── Records for processing

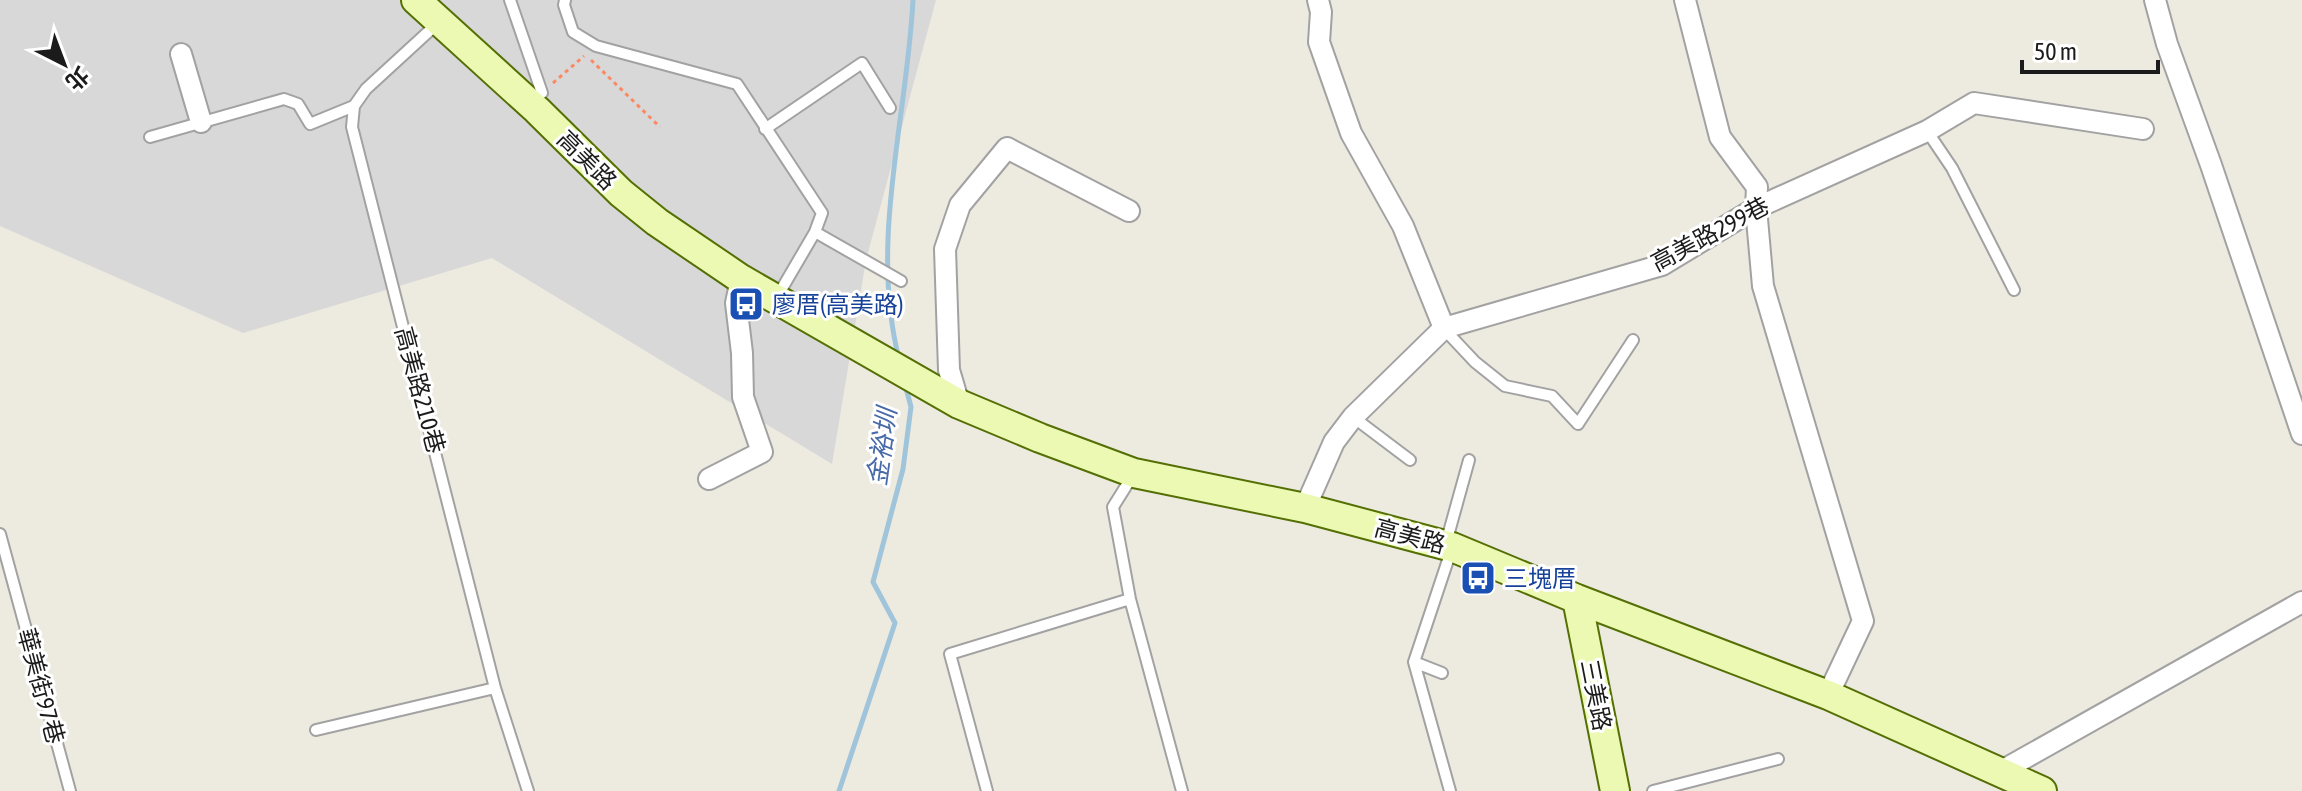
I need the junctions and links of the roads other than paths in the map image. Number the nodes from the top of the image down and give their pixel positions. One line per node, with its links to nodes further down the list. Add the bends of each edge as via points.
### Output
1 (416, 0): 7 (street, 高美路)
2 (510, 0): 9 (lane)
3 (565, 0): 13 (lane, via 573,32 596,46 737,84)
4 (1318, 0): 24 (street, via 1319,42 1351,133 1403,226)
5 (1685, 0): 17 (street, via 1720,137 1757,187)
6 (2155, 0): 28 (street)
7 (440, 20): 10 (lane); 20 (street, 高美路, via 621,193)
8 (181, 54): 12 (street)
9 (542, 93)
10 (354, 106): 12 (lane, via 310,124 298,104 284,99); 41 (lane, 高美路210巷, via 352,127)
11 (890, 108): 13 (lane, via 862,63)
12 (201, 122): 16 (lane)
13 (765, 129): 19 (lane, via 822,213)
14 (2143, 129): 15 (street, 高美路299巷, via 1974,103)
15 (1927, 131): 17 (street, 高美路299巷); 22 (lane, via 1952,168)
16 (150, 137)
17 (1756, 208): 24 (street, 高美路299巷, via 1662,265); 42 (street, via 1763,286 1863,621)
18 (1129, 211): 26 (street, via 1007,148 960,205 945,249 949,370)
19 (815, 232): 21 (lane); 23 (lane)
20 (741, 279): 23 (street, 高美路); 32 (street, via 736,303 743,397 762,452)
21 (901, 281)
22 (2014, 290)
23 (776, 299): 26 (street, 高美路)
24 (1444, 328): 25 (lane, via 1505,386 1552,396 1578,424); 27 (street, 高美路299巷)
25 (1633, 340)
26 (959, 404): 31 (street, 高美路)
27 (1353, 417): 29 (lane); 33 (street, 高美路299巷, via 1334,442)
28 (2302, 434)
29 (1410, 460)
30 (1469, 460): 35 (lane)
31 (1134, 473): 33 (street, 高美路); 36 (lane, via 1113,507)
32 (709, 479)
33 (1305, 508): 35 (street, 高美路)
34 (0, 538): 46 (lane, 華美街97巷)
35 (1449, 546): 37 (street, 高美路); 39 (lane)
36 (1130, 599): 48 (lane, via 950,654); 49 (lane)
37 (1577, 599): 42 (street, 高美路); 51 (street, 三美路)
38 (2302, 602): 45 (street)
39 (1414, 662): 40 (lane); 50 (lane)
40 (1442, 673)
41 (495, 688): 43 (lane); 47 (lane, 高美路210巷)
42 (1828, 695): 45 (street, 高美路)
43 (316, 730)
44 (1778, 759): 52 (lane)
45 (1998, 773): 53 (street, 高美路)
46 (70, 791)
47 (528, 791)
48 (987, 791)
49 (1182, 791)
50 (1450, 791)
51 (1615, 791)
52 (1653, 791)
53 (2042, 791)

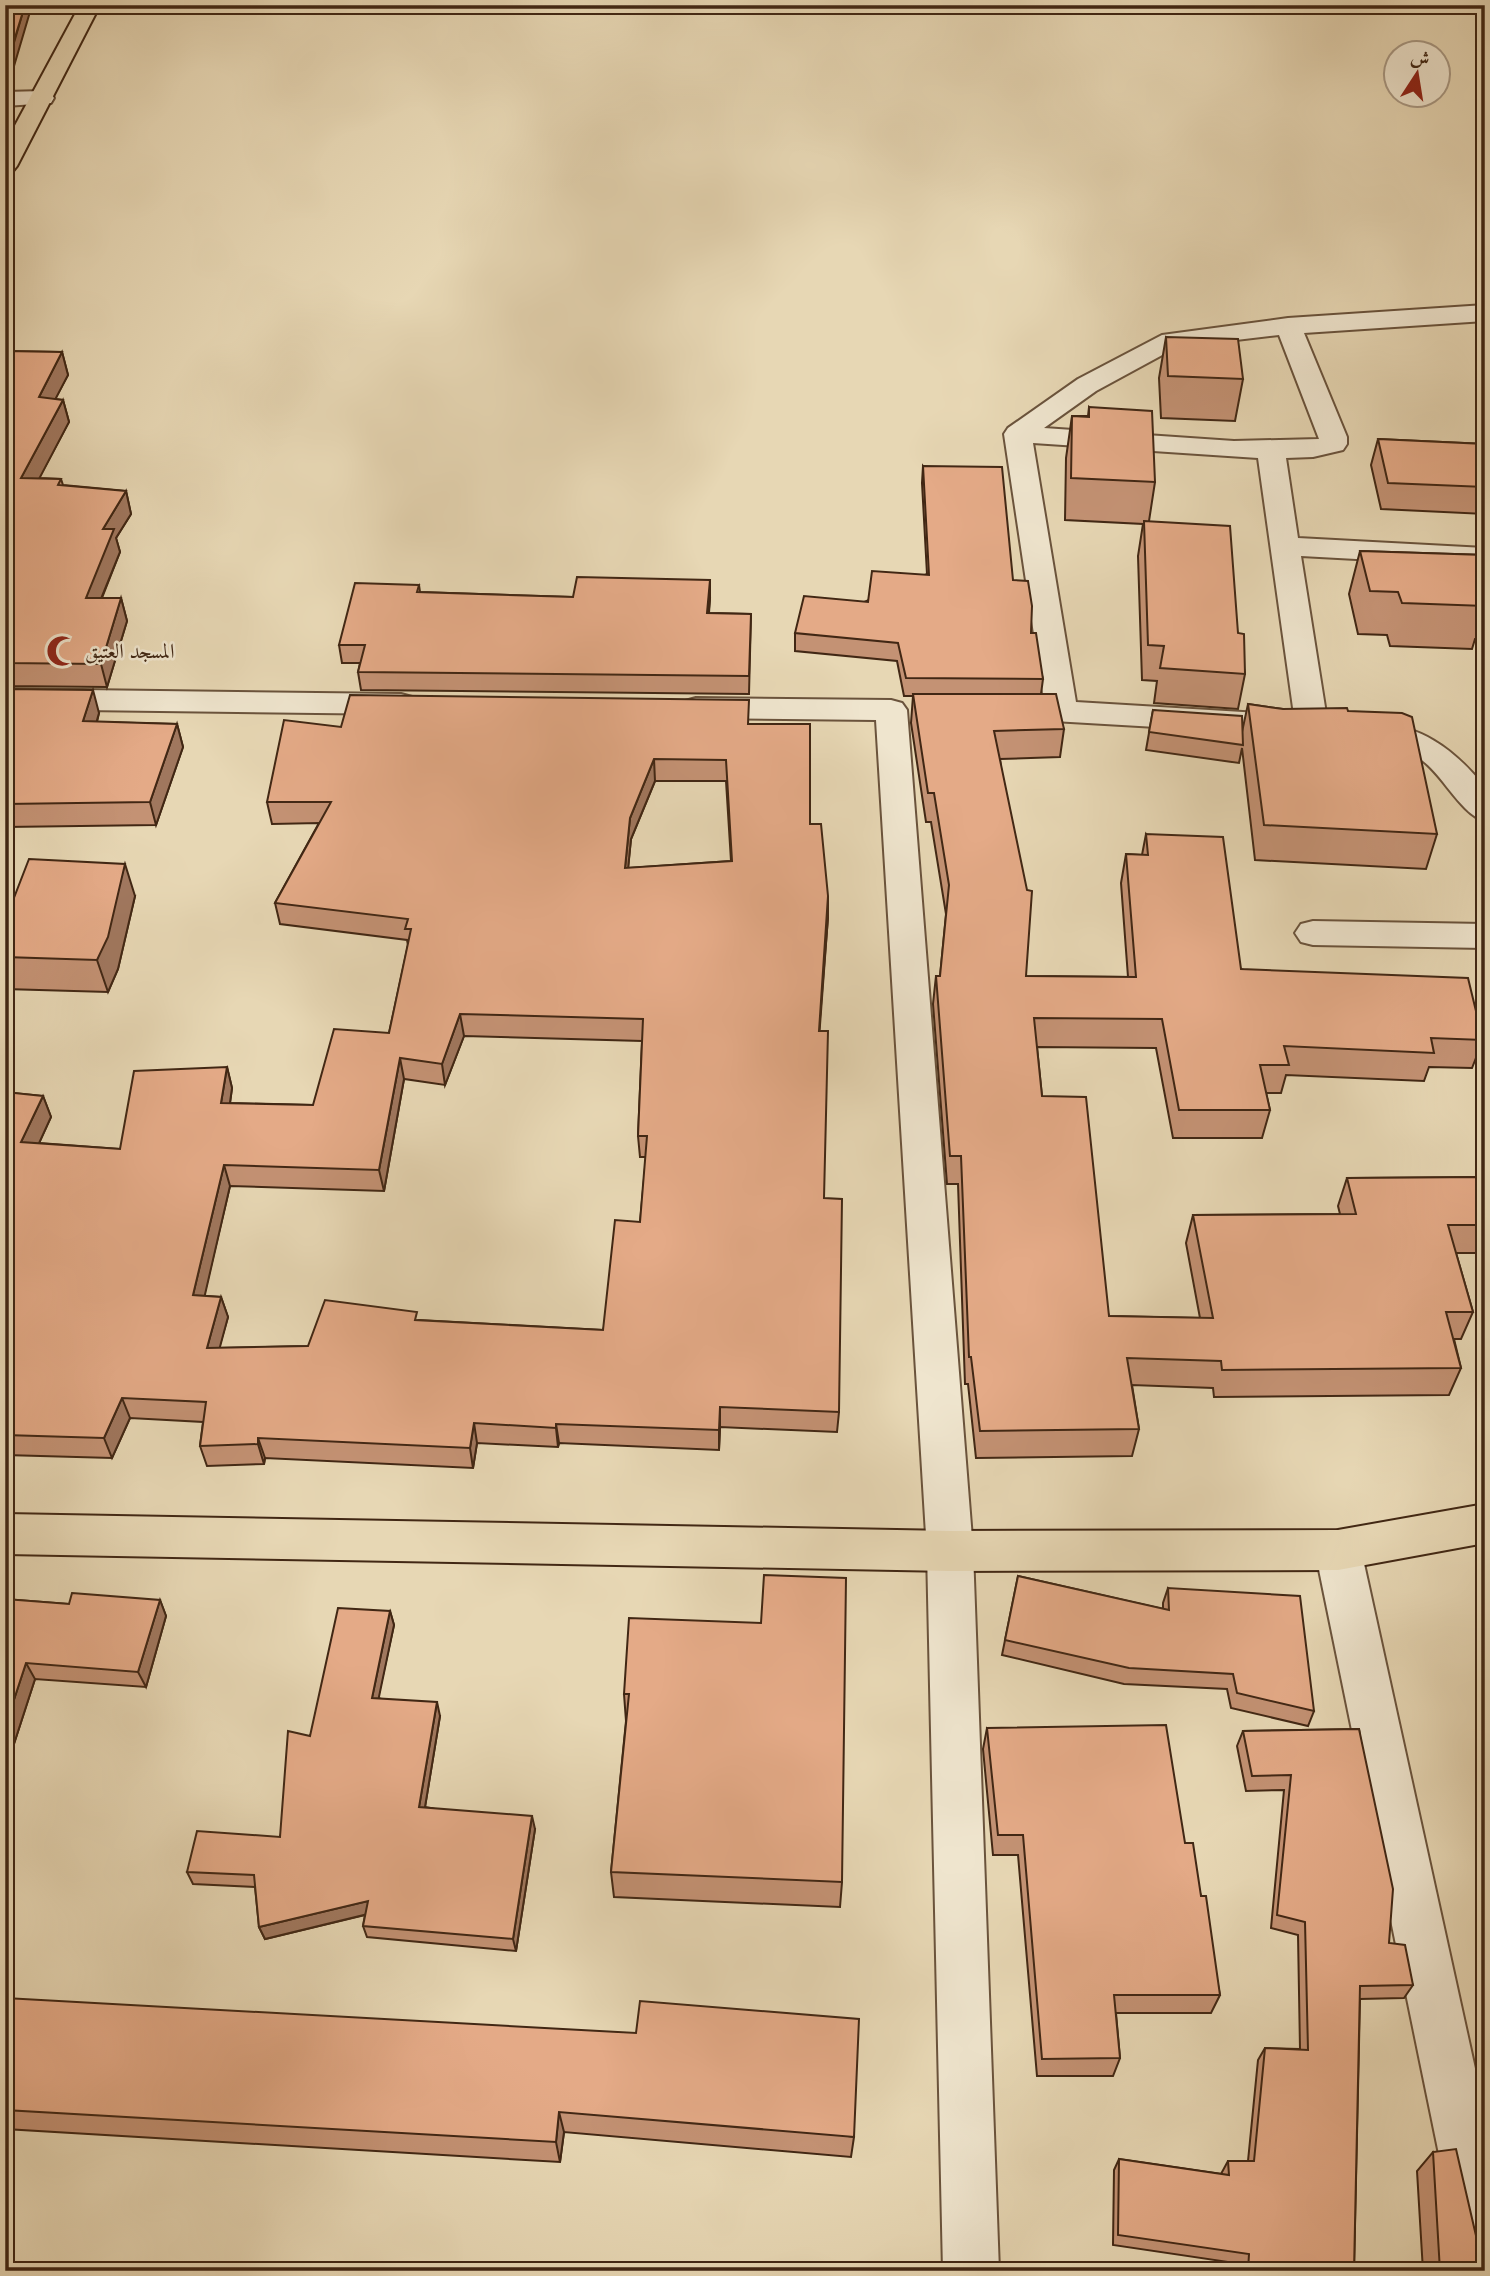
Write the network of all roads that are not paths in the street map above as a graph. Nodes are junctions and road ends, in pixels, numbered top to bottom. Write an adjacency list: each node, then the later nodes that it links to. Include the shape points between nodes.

────

Drop the images and return the data verbatim.

**Exercise result:**
I need the junctions and links of the roads other than paths in the map image. Number the nodes from the top of the image down and give their pixel positions. One line per node, with its links to nodes further down the list. Add the bends of each edge as via points.
### Output
1 (416, 0): 7 (street, 高美路)
2 (510, 0): 9 (lane)
3 (565, 0): 13 (lane, via 573,32 596,46 737,84)
4 (1318, 0): 24 (street, via 1319,42 1351,133 1403,226)
5 (1685, 0): 17 (street, via 1720,137 1757,187)
6 (2155, 0): 28 (street)
7 (440, 20): 10 (lane); 20 (street, 高美路, via 621,193)
8 (181, 54): 12 (street)
9 (542, 93)
10 (354, 106): 12 (lane, via 310,124 298,104 284,99); 41 (lane, 高美路210巷, via 352,127)
11 (890, 108): 13 (lane, via 862,63)
12 (201, 122): 16 (lane)
13 (765, 129): 19 (lane, via 822,213)
14 (2143, 129): 15 (street, 高美路299巷, via 1974,103)
15 (1927, 131): 17 (street, 高美路299巷); 22 (lane, via 1952,168)
16 (150, 137)
17 (1756, 208): 24 (street, 高美路299巷, via 1662,265); 42 (street, via 1763,286 1863,621)
18 (1129, 211): 26 (street, via 1007,148 960,205 945,249 949,370)
19 (815, 232): 21 (lane); 23 (lane)
20 (741, 279): 23 (street, 高美路); 32 (street, via 736,303 743,397 762,452)
21 (901, 281)
22 (2014, 290)
23 (776, 299): 26 (street, 高美路)
24 (1444, 328): 25 (lane, via 1505,386 1552,396 1578,424); 27 (street, 高美路299巷)
25 (1633, 340)
26 (959, 404): 31 (street, 高美路)
27 (1353, 417): 29 (lane); 33 (street, 高美路299巷, via 1334,442)
28 (2302, 434)
29 (1410, 460)
30 (1469, 460): 35 (lane)
31 (1134, 473): 33 (street, 高美路); 36 (lane, via 1113,507)
32 (709, 479)
33 (1305, 508): 35 (street, 高美路)
34 (0, 538): 46 (lane, 華美街97巷)
35 (1449, 546): 37 (street, 高美路); 39 (lane)
36 (1130, 599): 48 (lane, via 950,654); 49 (lane)
37 (1577, 599): 42 (street, 高美路); 51 (street, 三美路)
38 (2302, 602): 45 (street)
39 (1414, 662): 40 (lane); 50 (lane)
40 (1442, 673)
41 (495, 688): 43 (lane); 47 (lane, 高美路210巷)
42 (1828, 695): 45 (street, 高美路)
43 (316, 730)
44 (1778, 759): 52 (lane)
45 (1998, 773): 53 (street, 高美路)
46 (70, 791)
47 (528, 791)
48 (987, 791)
49 (1182, 791)
50 (1450, 791)
51 (1615, 791)
52 (1653, 791)
53 (2042, 791)

Write the network of all roads that are not paths in the street map above as a graph. Nodes are junctions and road ends, in pixels, numbered top to bottom. Write an adjacency list: each node, then the later nodes that it links to. Include the shape points between nodes.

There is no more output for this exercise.